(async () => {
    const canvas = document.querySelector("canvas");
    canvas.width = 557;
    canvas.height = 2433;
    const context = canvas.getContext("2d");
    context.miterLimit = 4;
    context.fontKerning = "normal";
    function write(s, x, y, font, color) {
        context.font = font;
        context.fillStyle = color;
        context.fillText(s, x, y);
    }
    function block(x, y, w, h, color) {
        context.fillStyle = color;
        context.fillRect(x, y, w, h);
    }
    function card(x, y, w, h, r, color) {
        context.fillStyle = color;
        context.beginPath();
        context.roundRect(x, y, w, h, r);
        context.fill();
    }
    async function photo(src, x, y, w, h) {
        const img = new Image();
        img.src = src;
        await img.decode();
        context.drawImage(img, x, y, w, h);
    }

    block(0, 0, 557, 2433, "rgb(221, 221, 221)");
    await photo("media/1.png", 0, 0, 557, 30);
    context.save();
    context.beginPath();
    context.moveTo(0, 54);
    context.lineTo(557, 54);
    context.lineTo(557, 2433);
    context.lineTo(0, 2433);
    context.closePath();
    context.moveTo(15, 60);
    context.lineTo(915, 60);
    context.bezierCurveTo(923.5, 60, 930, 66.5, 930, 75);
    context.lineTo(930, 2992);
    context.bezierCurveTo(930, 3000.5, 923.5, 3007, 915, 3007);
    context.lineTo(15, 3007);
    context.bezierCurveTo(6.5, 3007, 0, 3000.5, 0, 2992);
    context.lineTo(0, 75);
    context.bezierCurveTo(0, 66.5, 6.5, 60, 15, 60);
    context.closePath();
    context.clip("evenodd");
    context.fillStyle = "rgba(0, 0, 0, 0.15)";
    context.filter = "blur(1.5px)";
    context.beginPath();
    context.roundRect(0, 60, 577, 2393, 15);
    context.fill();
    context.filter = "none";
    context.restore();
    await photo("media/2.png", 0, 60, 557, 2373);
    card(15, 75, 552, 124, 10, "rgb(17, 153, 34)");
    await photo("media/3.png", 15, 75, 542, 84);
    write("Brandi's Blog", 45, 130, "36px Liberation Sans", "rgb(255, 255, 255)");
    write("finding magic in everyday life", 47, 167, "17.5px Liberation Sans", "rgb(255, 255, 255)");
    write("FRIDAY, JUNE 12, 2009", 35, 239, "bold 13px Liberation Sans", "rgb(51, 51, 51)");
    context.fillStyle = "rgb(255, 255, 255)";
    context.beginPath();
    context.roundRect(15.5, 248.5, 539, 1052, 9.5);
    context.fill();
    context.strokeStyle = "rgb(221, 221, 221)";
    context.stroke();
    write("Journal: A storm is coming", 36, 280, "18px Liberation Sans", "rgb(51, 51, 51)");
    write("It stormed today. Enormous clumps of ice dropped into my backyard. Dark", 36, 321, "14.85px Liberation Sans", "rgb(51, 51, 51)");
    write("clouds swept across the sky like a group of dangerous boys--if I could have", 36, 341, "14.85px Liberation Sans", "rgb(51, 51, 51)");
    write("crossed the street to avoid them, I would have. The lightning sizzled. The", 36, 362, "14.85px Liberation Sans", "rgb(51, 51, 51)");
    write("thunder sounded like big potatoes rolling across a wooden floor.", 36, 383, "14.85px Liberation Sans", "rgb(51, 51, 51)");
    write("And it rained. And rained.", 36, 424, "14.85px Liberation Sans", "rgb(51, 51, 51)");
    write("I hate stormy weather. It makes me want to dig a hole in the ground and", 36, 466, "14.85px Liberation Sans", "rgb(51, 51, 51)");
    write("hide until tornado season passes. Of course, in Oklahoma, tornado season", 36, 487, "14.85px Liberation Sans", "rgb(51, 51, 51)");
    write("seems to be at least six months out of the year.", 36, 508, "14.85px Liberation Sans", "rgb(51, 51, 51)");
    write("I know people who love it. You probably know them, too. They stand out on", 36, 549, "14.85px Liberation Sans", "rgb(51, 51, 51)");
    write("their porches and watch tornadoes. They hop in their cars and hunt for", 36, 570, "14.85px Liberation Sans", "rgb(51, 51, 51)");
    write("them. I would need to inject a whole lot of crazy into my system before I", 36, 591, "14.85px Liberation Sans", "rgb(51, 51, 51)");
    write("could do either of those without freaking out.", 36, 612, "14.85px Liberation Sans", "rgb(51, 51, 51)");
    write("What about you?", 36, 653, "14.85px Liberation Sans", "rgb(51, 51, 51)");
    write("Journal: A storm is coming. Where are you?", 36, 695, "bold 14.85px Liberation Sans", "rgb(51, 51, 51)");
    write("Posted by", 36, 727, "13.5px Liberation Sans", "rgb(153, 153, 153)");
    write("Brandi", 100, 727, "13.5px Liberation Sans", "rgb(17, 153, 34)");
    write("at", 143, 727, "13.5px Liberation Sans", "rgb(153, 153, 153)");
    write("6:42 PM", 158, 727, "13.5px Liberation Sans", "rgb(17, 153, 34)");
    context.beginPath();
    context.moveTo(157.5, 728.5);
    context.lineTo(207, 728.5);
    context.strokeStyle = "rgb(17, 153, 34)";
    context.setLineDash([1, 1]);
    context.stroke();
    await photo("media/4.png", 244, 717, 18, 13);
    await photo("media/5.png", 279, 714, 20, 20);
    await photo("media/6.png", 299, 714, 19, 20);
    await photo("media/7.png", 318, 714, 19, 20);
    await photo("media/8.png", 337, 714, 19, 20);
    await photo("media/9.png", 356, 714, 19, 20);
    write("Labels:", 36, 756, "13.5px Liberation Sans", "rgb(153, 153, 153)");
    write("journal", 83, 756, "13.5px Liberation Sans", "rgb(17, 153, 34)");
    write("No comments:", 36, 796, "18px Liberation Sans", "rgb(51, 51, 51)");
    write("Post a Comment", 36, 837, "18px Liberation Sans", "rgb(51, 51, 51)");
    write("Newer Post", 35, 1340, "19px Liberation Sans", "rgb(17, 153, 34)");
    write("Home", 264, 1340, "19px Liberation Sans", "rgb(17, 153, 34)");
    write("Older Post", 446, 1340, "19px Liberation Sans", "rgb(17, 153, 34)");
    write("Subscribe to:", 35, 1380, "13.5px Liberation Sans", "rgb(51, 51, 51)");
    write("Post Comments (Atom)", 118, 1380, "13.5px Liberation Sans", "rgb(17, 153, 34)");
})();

__________________________________________________

_What you need to do:_ When you reach the line holding "context.fillRect(x, y, w, h);" in the records above, begin reproducing exactly, stop after the line holding "img.src = src;", and output nothing else.

_Answer for this exercise:_
        context.fillRect(x, y, w, h);
    }
    function card(x, y, w, h, r, color) {
        context.fillStyle = color;
        context.beginPath();
        context.roundRect(x, y, w, h, r);
        context.fill();
    }
    async function photo(src, x, y, w, h) {
        const img = new Image();
        img.src = src;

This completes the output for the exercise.